FOR: I-DESIGN GROUP PLC
AIM SYMBOL: IDG
June 23, 2008
I-DESIGN GROUP PLC ("i-design" or "the Group" or "the Company") Announces Interim Results for the Six Months to
31 March 2008
LONDON, UNITED KINGDOM--(Marketwire - June 23, 2008) - I-DESIGN GROUP PLC (AIM:IDG) ("i-design" or "the Group"
or "the Company") -
i-design provides a market leading ATM advertising solution (called ATM:ad) which enables ATM network owners to
run both third party advertising and their own internal marketing campaigns on their ATM screens and receipts.
Highlights
Financial Highlights
- Revenue increased by 84% to Pounds Sterling 947,000 (2007: Pounds Sterling 515,000)
- Operating loss of Pounds Sterling 347,000 (2007: Pounds Sterling 176,000) - reflects planned growth in cost
base
- Loss before taxation of Pounds Sterling 291,000 (2007: Pounds Sterling 172,000)
- Basic loss per share of 0.02p (2007: 0.02p)
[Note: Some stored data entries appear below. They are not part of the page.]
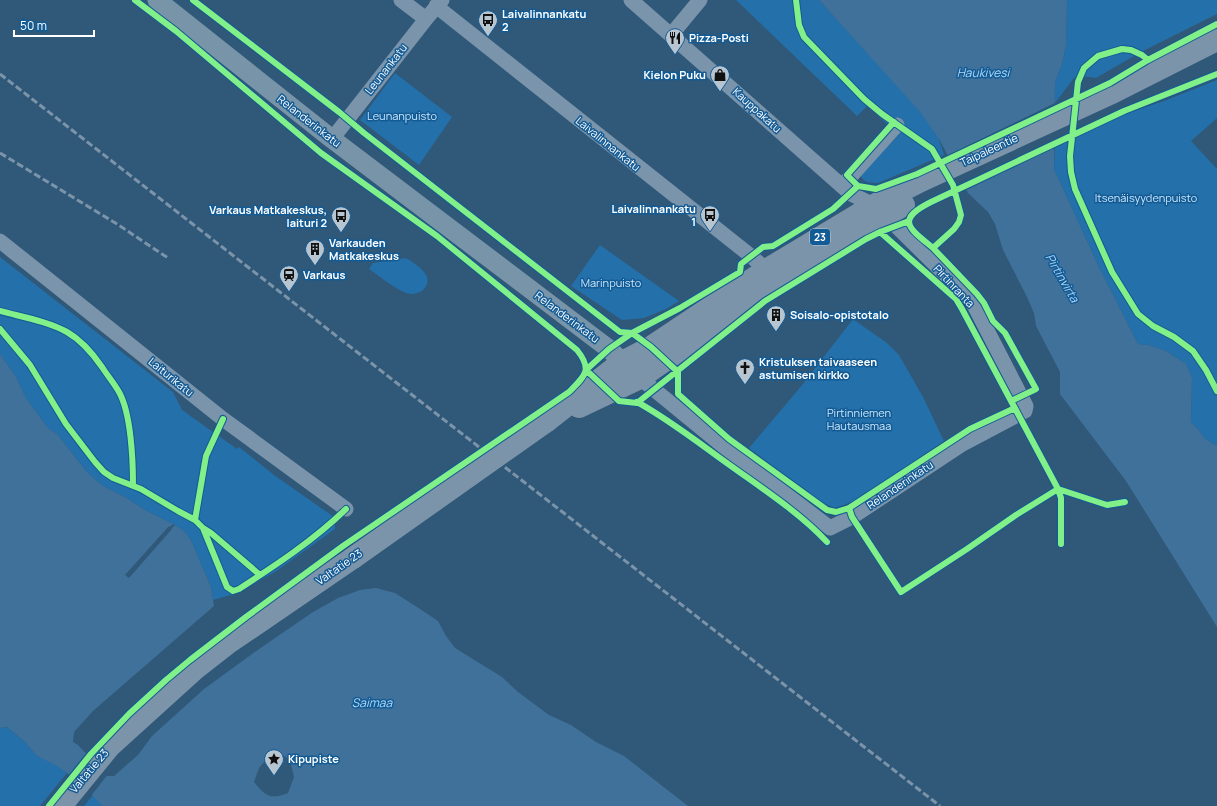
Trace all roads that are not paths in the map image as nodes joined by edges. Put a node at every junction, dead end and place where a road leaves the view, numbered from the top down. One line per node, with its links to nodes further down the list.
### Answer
1 (157, 0): 12 (main road, Relanderinkatu)
2 (401, 0): 6 (street)
3 (631, 0): 7 (street, Kauppakatu)
4 (700, 0): 7 (street)
5 (439, 3): 6 (street, Leunankatu); 16 (street, Laivalinnankatu)
6 (426, 19): 12 (street, Leunankatu)
7 (671, 35): 13 (street, Kauppakatu)
8 (1217, 40): 10 (highway, Taipaleentie / 23)
9 (1217, 55): 10 (highway, Taipaleentie / 23)
10 (1117, 97): 14 (highway, Taipaleentie / 23)
11 (897, 125): 13 (street)
12 (332, 139): 17 (main road, Relanderinkatu)
13 (842, 186): 14 (street, Kauppakatu)
14 (880, 210): 16 (highway, Taipaleentie / 23); 19 (street, Pirtinranta)
15 (0, 241): 21 (street, Laiturikatu)
16 (773, 276): 17 (highway, 23); 18 (highway, 23)
17 (622, 362): 18 (main road, Relanderinkatu); 20 (highway, Valtatie 23 / 23)
18 (640, 378): 19 (street, Relanderinkatu); 20 (highway, Valtatie 23 / 23)
19 (1026, 411)
20 (551, 419): 22 (highway, Valtatie 23 / 23, bridge)
21 (346, 509)
22 (72, 801)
- Total assets at 31 March 2008 of Pounds Sterling 3.02m (2007: Pounds Sterling 0.88m) with cash of Pounds
Sterling 2.4m (2007: Pounds Sterling 0.5m)
Operational Highlights
- Landmark contract signed with The Royal Bank of Scotland plc:
-- largest ATM network owner in UK
-- first stage of roll-out to commence with ATMs at Tesco UK stores
-- exclusive rights to sell third party advertising
- Existing customer, Nationwide Building Society, increased ATMs available for third party advertising
- Successful deployment of ATM:ad for Alliance & Leicester plc
-- agreement to sell branch-based ATMs to third party advertisers
-- multi-network advertising campaign post period end
- Total number of bank-owned ATMs now licensed to use ATM:ad increased to 11,600 (ie 34% of ATMs owned by
financial institutions):
-- implementation currently in process
- Advertiser base continues to grow:
-- high profile campaigns for Government and blue chip brands
-- media sales revenue 76% ahead of last year on same ATM estate
- First overseas win secured with major bank in Greece post period end
Board very positive about long term prospects for business although impact of rescheduling the deployment of
ATM:ad for one customer will affect results in short term
James Faulds, Chairman, commented,
"The business continues to make significant progress. A highpoint in the first half was in January 2008 when we
secured a landmark contract with The Royal Bank of Scotland plc. The agreement represents i-design's largest
win to date and followed a major agreement signed in September 2007 with Alliance & Leicester plc.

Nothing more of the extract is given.